Cheng Xiaoqing, Yun Xing, Wei Yu, Shi Pengtao, He Ruichao, Yang Chen, Liao Lujian, Wei Min, Quan Qi
Shanghai Key Laboratory of Regulatory Biology, Institute of Biomedical Sciences and School of Life Sciences, East China Normal University, Shanghai 200241, China.
Department of Orthopedic Surgery, the Fourth Medical Center of Chinese PLA General Hospital, Beijing 100142, China.
ACS Appl Mater Interfaces. 2025 Feb 12;17(6):8937-8948. doi: 10.1021/acsami.4c18082. Epub 2025 Feb 3.
Tendon, a connective tissue structure, serves the crucial role of transmitting force between muscles and bones. However, tendon injury repair continues to pose a significant challenge in clinical settings. In this study, we utilized single-cell RNA sequencing to delve into the cell populations and signaling pathways that are integral to tendon healing. Our findings suggest that hypoxia plays a pivotal role in activating macrophages, stimulating endothelial cell migration, and fostering fibroblast proliferation. Based on these insights, we have developed a PCL scaffold coated with DFOA, which effectively mimics a hypoxic environment to enhance tendon tissue regeneration. Furthermore, the PCL-DFOA scaffolds exhibit exceptional ability in promoting macrophage polarization and angiogenesis. This research offers a therapeutic strategy that harnesses the regenerative power of hypoxia to accelerate and optimize tendon healing processes.

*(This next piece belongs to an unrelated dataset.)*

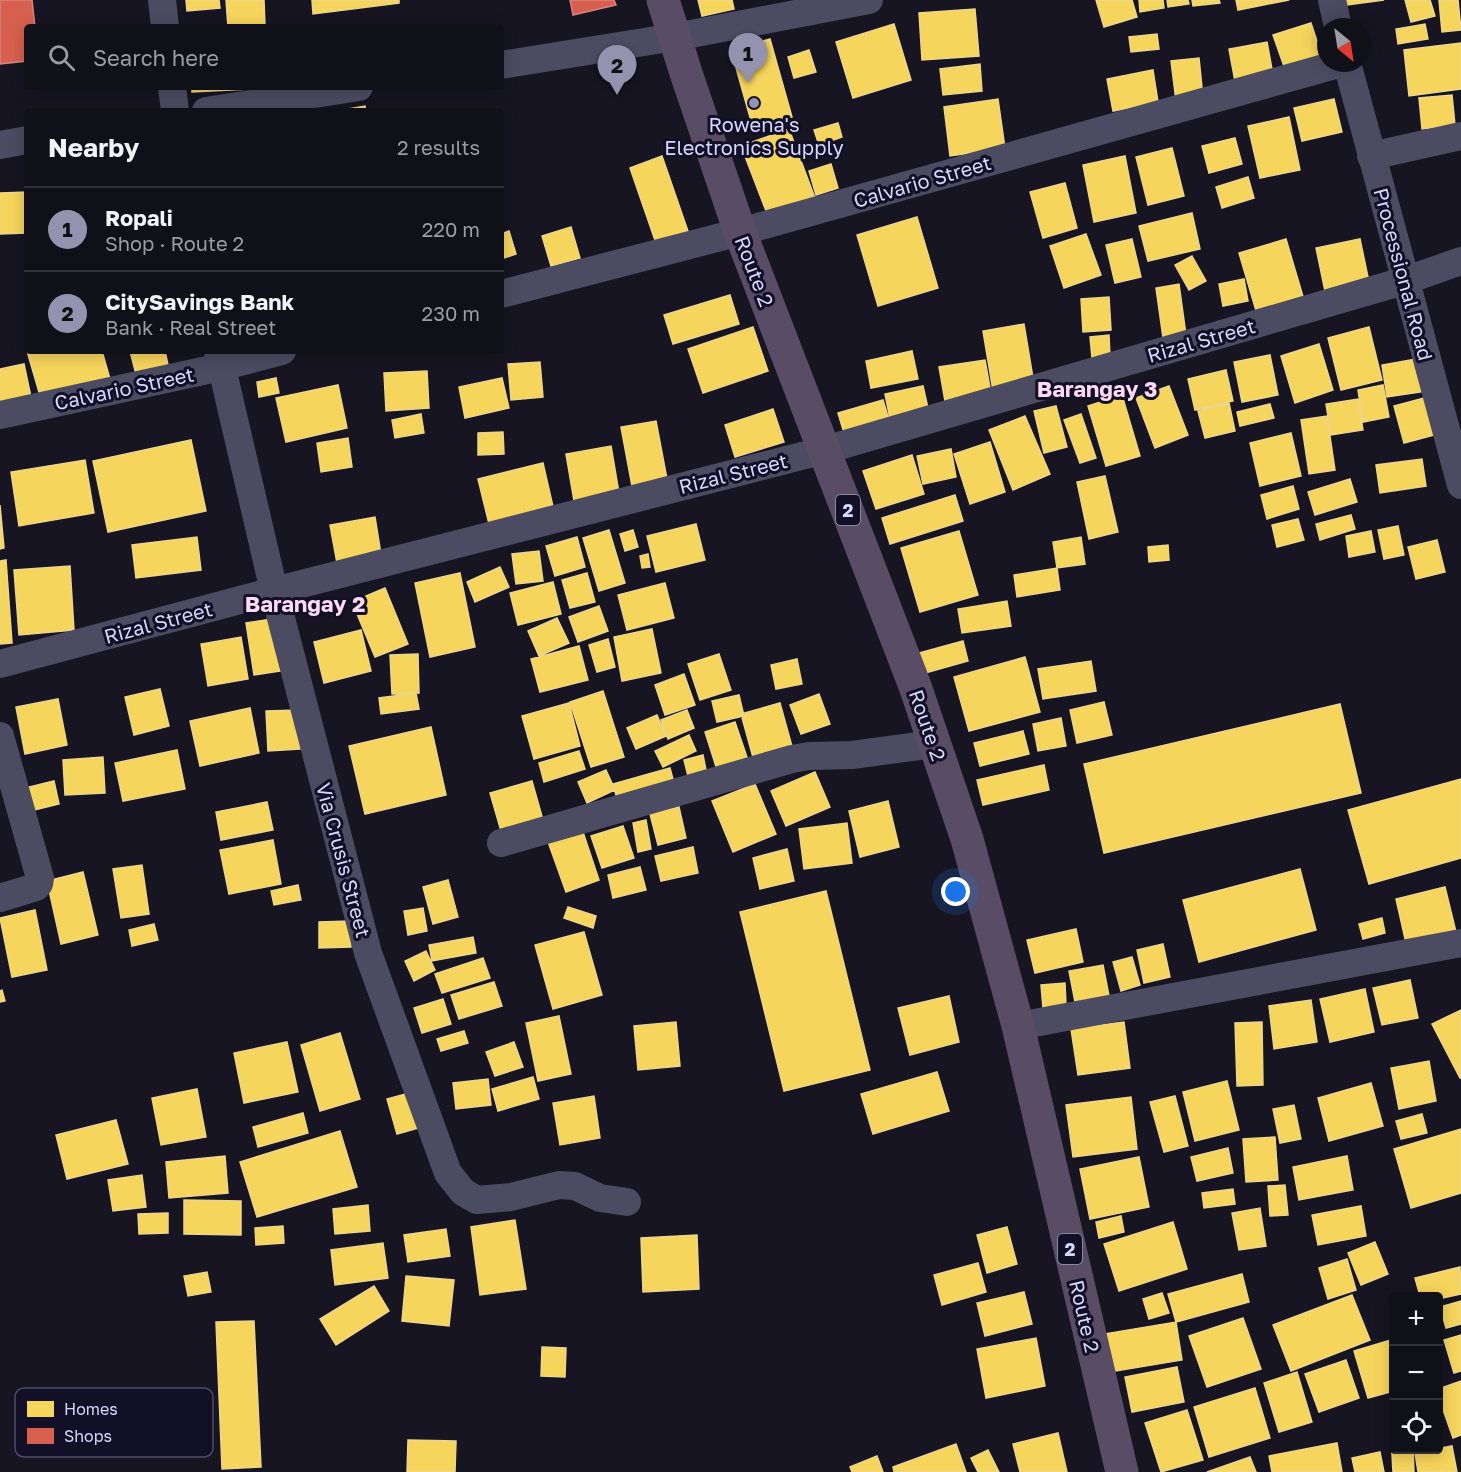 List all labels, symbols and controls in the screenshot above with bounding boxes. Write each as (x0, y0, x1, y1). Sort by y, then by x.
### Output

肌腱是一种结缔组织结构,在肌肉和骨骼之间传递力量方面发挥着关键作用。然而,肌腱损伤修复在临床环境中仍然是一个重大挑战。在本研究中,我们利用单细胞RNA测序深入探究肌腱愈合所必需的细胞群体和信号通路。我们的研究结果表明,缺氧在激活巨噬细胞、刺激内皮细胞迁移和促进成纤维细胞增殖方面起着关键作用。基于这些见解,我们开发了一种涂有DFOA的聚己内酯(PCL)支架,该支架能有效模拟缺氧环境以促进肌腱组织再生。此外,PCL-DFOA支架在促进巨噬细胞极化和血管生成方面表现出卓越能力。这项研究提供了一种治疗策略,利用缺氧的再生能力来加速和优化肌腱愈合过程。